(YOUR GOAL):
Within the data below, copy each line where the string "Miguel" is found.

(DATA TO EXAMINE):
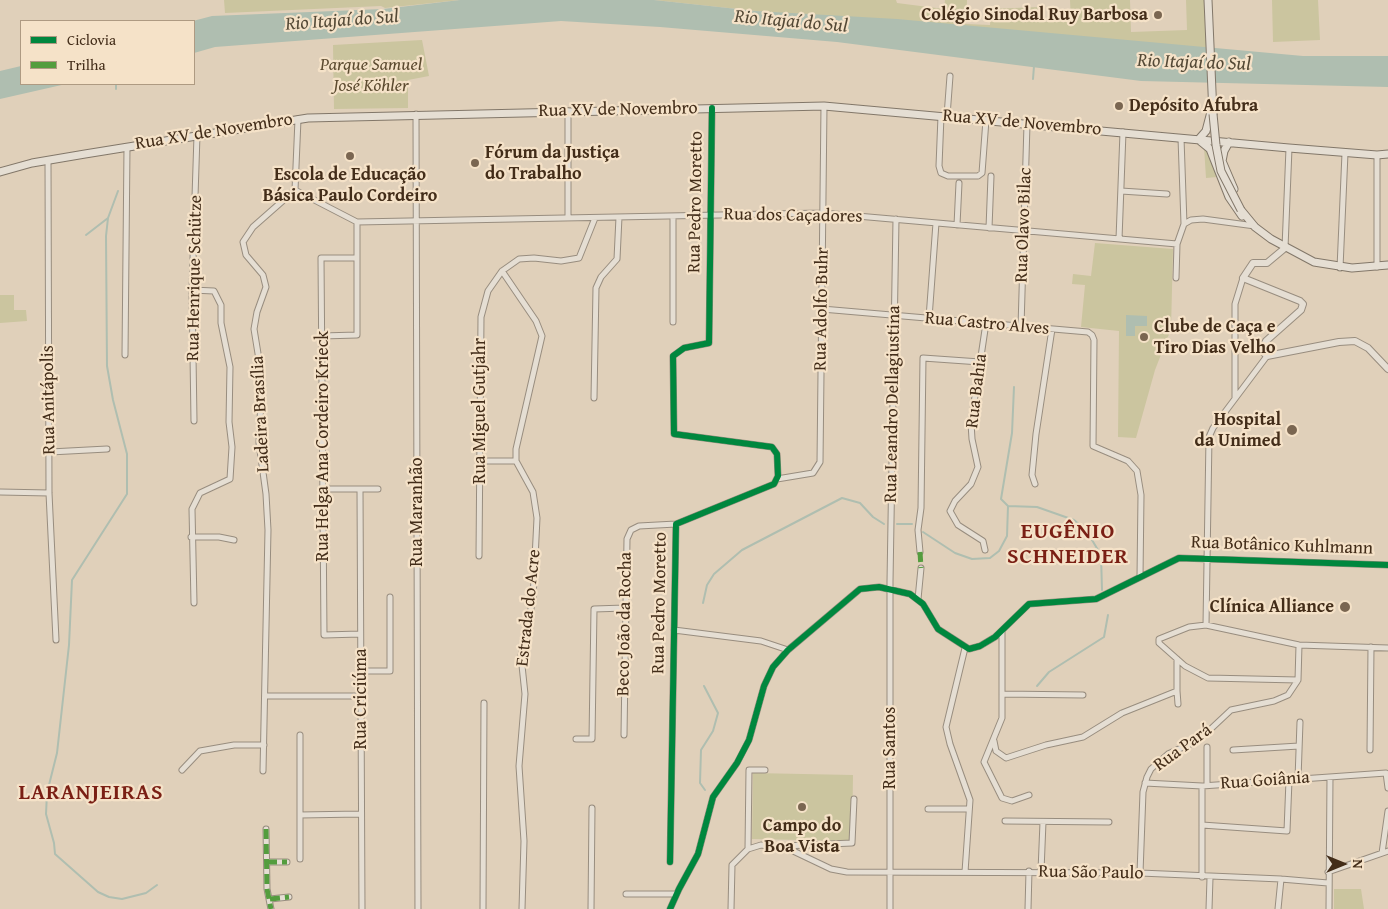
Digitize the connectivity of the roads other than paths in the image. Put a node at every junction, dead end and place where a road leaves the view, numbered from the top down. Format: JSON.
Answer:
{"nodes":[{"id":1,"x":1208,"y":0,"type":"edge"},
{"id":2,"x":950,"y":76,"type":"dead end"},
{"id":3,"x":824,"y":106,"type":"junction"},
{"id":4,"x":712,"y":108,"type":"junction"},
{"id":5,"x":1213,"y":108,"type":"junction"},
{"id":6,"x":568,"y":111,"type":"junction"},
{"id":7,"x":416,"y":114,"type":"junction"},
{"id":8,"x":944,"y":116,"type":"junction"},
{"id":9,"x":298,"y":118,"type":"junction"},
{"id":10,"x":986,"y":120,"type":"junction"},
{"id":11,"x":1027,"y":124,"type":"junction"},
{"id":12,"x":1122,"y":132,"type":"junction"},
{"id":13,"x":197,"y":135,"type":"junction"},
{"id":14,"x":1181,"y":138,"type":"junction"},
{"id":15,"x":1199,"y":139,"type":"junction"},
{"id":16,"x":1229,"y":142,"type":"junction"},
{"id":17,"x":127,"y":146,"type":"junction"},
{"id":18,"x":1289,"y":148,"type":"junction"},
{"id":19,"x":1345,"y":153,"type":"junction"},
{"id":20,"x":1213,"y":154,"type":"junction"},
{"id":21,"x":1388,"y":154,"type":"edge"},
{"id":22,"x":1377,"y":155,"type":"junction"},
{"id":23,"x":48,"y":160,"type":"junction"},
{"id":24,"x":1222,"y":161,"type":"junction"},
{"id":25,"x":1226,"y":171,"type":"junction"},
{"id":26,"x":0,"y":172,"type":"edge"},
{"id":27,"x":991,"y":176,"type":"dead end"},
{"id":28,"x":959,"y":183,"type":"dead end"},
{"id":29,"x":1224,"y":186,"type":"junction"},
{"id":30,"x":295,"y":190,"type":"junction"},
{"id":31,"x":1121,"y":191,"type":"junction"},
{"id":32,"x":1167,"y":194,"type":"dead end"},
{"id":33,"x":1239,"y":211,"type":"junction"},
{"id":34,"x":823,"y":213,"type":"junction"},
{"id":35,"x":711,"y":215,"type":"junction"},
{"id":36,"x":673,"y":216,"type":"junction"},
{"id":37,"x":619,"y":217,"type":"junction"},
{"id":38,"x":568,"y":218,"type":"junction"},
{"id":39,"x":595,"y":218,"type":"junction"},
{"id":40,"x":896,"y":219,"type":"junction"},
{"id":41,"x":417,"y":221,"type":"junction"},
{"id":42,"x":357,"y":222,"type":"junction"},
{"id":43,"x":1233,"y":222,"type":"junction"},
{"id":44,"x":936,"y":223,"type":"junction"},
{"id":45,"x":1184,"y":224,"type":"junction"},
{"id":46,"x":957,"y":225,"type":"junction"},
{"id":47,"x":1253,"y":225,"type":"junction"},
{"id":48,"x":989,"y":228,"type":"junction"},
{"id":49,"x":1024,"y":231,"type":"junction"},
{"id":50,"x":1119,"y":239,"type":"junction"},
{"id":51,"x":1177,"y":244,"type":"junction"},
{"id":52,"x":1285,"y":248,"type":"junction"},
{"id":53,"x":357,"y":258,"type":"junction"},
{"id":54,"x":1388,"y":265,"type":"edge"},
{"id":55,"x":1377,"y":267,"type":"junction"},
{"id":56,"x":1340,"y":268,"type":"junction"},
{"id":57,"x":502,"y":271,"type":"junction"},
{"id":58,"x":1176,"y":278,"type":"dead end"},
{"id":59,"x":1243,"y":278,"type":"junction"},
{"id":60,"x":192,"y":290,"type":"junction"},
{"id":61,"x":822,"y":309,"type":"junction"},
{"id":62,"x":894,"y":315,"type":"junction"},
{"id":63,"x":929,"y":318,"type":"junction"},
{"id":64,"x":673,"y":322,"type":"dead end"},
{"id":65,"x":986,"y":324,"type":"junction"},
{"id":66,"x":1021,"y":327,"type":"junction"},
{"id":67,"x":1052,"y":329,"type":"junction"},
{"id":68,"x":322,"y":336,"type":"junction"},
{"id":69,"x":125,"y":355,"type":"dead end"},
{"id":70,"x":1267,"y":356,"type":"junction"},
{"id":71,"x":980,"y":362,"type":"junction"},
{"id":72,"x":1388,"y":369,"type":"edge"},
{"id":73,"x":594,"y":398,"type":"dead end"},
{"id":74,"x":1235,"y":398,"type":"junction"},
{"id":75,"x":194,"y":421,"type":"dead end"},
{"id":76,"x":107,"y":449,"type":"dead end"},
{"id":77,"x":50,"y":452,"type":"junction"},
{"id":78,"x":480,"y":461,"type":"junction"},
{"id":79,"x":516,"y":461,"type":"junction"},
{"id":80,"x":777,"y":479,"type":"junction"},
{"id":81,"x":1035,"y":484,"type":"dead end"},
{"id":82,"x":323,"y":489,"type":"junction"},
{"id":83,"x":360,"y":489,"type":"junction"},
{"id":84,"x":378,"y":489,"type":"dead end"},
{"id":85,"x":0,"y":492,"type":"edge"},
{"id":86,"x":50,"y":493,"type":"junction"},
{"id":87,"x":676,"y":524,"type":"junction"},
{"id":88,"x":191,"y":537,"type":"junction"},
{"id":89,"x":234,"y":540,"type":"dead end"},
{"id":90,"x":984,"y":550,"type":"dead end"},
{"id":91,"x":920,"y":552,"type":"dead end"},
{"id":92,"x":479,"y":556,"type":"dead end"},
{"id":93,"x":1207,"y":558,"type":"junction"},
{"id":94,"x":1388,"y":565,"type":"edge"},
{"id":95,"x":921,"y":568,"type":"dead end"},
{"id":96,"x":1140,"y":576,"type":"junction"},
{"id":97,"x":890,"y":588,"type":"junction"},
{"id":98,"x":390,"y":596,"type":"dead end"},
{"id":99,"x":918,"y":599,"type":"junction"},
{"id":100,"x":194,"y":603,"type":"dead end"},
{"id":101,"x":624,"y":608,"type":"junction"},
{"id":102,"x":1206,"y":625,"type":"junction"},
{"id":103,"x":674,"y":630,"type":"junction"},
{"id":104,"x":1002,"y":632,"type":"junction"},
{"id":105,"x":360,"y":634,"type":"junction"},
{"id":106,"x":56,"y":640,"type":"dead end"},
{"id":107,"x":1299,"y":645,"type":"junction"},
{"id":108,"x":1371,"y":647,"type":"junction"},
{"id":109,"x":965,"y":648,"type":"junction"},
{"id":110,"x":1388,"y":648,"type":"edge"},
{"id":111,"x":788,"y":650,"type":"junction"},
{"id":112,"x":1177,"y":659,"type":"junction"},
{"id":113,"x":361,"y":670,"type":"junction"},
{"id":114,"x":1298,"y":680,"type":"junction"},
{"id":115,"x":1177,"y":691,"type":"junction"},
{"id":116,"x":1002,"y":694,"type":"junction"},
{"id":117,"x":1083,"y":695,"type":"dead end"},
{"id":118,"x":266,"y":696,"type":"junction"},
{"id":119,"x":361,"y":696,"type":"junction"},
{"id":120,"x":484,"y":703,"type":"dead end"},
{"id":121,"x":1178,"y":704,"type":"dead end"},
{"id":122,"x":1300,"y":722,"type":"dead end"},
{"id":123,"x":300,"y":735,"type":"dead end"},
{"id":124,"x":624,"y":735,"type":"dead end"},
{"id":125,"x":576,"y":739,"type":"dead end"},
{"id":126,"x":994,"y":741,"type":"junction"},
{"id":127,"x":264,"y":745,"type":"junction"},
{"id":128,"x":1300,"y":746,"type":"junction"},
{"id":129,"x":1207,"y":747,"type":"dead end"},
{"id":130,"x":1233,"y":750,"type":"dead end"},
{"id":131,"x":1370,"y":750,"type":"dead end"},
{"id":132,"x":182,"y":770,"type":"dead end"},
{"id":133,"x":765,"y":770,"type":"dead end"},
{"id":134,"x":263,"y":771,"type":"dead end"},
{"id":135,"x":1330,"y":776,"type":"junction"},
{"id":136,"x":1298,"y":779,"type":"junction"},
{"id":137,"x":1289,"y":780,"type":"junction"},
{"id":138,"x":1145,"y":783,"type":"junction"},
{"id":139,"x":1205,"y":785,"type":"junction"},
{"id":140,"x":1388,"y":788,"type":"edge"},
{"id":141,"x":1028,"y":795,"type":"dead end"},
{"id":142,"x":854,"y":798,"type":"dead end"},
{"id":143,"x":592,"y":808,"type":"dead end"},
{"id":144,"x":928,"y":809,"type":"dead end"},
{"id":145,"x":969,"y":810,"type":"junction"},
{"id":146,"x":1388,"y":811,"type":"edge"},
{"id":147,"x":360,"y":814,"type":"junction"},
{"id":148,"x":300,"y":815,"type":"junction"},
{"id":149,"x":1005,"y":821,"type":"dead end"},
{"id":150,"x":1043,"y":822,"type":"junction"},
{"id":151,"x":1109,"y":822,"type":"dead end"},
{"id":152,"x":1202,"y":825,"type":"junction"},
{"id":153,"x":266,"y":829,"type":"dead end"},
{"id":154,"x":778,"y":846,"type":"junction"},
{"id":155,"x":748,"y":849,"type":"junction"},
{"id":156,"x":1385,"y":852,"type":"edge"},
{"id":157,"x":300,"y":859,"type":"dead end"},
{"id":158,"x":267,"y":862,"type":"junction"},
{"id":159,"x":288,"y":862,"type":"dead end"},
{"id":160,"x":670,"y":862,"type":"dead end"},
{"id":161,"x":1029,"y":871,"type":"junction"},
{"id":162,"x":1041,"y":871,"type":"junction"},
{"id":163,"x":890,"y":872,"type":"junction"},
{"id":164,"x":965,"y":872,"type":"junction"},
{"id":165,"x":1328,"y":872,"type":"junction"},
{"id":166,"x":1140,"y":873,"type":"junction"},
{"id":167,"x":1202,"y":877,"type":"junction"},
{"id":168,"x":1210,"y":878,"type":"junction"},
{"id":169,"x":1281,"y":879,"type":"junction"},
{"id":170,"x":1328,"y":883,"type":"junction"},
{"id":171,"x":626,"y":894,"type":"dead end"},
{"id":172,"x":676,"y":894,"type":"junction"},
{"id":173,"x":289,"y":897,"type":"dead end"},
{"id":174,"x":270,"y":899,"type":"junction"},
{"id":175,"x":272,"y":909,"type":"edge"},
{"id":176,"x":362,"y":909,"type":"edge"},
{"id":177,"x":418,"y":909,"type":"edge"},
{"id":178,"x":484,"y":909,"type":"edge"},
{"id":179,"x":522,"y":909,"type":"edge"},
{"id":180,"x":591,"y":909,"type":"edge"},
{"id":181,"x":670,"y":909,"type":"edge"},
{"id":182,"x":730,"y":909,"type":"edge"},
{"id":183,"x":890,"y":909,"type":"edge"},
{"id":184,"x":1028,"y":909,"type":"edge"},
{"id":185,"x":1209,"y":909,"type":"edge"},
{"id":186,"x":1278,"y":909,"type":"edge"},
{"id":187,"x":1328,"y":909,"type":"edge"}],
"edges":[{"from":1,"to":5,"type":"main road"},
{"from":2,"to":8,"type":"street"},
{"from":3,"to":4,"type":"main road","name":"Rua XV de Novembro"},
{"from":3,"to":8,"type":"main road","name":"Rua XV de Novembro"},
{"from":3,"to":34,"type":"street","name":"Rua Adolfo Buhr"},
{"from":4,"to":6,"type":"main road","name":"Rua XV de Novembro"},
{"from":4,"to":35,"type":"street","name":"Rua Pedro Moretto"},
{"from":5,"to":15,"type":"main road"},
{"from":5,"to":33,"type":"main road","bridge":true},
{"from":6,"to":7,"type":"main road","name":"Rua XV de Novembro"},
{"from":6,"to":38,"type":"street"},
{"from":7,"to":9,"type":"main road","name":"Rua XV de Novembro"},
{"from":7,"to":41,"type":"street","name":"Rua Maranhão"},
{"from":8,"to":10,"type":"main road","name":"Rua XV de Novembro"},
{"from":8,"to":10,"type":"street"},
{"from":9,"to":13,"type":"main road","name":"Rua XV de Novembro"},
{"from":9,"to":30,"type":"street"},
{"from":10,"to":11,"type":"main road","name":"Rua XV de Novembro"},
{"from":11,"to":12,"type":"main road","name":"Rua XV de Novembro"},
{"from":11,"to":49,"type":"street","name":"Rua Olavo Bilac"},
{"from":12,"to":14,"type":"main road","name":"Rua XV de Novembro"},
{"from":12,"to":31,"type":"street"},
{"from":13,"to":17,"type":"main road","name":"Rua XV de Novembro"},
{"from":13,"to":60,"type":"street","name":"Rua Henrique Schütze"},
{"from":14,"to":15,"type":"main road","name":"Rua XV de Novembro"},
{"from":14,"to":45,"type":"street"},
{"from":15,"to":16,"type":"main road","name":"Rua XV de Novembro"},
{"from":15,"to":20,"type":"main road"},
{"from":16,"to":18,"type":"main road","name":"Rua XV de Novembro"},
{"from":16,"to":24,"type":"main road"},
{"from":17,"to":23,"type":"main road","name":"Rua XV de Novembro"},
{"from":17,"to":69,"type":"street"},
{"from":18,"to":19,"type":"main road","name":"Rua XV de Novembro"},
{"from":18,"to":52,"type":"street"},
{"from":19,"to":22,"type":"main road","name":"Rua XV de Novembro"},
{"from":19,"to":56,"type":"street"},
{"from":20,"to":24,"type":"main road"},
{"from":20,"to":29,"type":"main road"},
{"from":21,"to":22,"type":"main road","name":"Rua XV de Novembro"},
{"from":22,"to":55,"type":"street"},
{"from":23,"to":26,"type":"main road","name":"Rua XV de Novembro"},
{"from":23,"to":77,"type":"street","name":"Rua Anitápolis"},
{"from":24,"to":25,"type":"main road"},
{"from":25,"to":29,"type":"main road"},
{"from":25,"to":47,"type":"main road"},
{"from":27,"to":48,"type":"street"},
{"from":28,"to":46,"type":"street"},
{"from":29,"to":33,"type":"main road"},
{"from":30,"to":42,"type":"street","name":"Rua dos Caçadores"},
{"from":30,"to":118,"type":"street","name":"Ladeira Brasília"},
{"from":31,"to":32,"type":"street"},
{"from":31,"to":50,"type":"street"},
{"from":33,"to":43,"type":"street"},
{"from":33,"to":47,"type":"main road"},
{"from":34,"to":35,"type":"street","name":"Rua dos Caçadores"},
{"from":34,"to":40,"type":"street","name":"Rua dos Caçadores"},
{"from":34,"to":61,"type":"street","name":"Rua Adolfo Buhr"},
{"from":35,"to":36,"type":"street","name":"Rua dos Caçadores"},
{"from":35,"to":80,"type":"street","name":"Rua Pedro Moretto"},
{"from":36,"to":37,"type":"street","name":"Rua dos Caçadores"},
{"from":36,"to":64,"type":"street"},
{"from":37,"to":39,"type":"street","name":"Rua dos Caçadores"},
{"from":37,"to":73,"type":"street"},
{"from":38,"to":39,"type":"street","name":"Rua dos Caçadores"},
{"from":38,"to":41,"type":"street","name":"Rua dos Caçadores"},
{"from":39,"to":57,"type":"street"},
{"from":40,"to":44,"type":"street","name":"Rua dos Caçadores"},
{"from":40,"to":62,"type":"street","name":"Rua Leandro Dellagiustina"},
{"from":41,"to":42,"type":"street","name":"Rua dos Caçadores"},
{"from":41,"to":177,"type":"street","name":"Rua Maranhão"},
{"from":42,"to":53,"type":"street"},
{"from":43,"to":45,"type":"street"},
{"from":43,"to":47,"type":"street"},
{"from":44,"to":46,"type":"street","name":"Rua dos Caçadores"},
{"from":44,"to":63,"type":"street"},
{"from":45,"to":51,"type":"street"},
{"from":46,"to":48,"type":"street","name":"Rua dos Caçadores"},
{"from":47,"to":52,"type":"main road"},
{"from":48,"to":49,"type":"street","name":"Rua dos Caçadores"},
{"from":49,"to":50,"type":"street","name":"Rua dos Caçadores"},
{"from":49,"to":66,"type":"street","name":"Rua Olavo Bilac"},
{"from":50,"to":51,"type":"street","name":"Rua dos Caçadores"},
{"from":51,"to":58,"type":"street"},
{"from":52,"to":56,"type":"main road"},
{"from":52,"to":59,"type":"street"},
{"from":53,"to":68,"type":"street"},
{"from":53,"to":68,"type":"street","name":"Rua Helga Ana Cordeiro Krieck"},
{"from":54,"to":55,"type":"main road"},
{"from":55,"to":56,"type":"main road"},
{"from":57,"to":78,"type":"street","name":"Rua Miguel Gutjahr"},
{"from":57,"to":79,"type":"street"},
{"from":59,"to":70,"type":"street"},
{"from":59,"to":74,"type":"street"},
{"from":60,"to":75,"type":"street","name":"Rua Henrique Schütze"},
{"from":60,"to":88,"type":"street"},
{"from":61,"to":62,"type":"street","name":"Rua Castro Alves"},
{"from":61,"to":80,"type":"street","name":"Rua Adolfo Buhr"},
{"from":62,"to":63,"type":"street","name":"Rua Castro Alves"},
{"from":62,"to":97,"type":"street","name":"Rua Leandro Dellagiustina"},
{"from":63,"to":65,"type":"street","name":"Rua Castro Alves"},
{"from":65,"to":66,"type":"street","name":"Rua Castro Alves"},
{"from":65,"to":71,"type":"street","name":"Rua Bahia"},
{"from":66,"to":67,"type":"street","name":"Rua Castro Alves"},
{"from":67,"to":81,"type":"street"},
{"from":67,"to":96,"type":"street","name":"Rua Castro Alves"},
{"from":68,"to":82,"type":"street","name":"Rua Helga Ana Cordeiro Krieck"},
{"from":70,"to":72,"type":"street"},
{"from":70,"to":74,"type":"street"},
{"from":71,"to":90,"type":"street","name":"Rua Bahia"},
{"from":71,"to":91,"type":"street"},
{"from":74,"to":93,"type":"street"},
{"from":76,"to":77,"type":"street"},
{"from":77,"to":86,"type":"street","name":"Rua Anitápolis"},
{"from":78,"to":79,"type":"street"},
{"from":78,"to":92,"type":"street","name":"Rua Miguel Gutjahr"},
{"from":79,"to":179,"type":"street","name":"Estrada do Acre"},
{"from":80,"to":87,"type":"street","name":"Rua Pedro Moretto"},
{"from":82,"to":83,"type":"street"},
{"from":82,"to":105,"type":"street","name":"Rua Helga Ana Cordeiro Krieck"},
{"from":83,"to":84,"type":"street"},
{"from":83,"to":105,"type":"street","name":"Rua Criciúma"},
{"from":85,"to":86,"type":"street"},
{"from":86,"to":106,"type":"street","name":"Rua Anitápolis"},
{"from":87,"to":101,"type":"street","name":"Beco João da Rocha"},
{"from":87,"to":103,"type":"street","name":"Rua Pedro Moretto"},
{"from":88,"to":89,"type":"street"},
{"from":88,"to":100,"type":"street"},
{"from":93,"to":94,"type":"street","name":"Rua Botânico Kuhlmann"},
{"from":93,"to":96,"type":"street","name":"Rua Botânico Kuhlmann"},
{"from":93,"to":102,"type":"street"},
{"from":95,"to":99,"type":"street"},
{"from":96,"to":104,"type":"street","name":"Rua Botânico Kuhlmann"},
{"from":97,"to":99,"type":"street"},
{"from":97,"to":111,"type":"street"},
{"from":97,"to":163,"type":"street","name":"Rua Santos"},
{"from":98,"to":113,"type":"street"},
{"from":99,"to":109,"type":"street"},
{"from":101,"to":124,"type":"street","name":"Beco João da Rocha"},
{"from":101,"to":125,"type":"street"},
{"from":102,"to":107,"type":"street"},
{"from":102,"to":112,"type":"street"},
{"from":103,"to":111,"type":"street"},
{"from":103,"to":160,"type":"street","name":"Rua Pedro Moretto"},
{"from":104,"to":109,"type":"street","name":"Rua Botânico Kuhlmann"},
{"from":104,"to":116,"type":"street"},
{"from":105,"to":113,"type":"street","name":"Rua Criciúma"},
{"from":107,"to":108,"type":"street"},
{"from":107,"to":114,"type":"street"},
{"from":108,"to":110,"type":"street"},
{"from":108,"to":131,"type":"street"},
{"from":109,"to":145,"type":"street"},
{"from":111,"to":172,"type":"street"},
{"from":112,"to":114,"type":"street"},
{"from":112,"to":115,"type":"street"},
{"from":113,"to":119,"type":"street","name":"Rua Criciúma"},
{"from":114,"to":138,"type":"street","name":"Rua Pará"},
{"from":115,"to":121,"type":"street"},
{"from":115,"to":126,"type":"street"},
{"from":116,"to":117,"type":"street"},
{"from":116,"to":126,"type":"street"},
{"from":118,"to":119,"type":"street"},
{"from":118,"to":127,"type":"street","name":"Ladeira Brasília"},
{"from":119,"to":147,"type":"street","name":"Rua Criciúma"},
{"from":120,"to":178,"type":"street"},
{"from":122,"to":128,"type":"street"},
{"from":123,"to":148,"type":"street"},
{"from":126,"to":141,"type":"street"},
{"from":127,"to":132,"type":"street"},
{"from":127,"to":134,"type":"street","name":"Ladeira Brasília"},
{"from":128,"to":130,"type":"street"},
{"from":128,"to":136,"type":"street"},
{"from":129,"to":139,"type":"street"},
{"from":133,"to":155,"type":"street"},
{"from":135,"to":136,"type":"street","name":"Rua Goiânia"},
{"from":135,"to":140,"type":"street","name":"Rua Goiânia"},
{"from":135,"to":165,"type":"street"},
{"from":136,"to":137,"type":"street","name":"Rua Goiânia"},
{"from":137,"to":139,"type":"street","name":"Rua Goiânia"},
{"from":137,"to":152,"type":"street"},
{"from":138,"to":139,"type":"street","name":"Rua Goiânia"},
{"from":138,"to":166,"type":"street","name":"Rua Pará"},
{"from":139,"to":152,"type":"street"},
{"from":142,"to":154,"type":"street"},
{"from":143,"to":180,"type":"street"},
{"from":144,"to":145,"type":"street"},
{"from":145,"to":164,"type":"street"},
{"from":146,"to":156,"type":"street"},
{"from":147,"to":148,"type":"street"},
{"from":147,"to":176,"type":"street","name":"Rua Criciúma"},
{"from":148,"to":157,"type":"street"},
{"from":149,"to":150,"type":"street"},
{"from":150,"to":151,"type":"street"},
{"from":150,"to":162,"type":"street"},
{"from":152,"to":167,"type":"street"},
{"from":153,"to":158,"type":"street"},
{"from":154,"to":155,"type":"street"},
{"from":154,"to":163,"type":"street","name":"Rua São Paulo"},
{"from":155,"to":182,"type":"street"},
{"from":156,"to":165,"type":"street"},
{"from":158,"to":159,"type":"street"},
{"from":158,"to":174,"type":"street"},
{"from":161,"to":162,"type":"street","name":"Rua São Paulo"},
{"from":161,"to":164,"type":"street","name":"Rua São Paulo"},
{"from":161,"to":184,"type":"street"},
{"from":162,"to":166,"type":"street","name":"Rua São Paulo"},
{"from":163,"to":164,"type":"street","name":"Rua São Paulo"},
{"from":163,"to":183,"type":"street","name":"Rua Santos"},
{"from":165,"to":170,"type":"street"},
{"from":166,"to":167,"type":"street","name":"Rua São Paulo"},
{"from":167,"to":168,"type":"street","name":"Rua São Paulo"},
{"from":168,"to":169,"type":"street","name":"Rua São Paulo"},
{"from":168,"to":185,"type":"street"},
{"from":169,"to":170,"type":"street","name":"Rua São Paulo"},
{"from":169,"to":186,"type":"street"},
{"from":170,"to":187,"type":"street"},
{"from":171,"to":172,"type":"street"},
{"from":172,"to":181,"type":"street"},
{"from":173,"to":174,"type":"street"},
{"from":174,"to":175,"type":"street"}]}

(THE ANSWER):
{"from":57,"to":78,"type":"street","name":"Rua Miguel Gutjahr"},
{"from":78,"to":92,"type":"street","name":"Rua Miguel Gutjahr"},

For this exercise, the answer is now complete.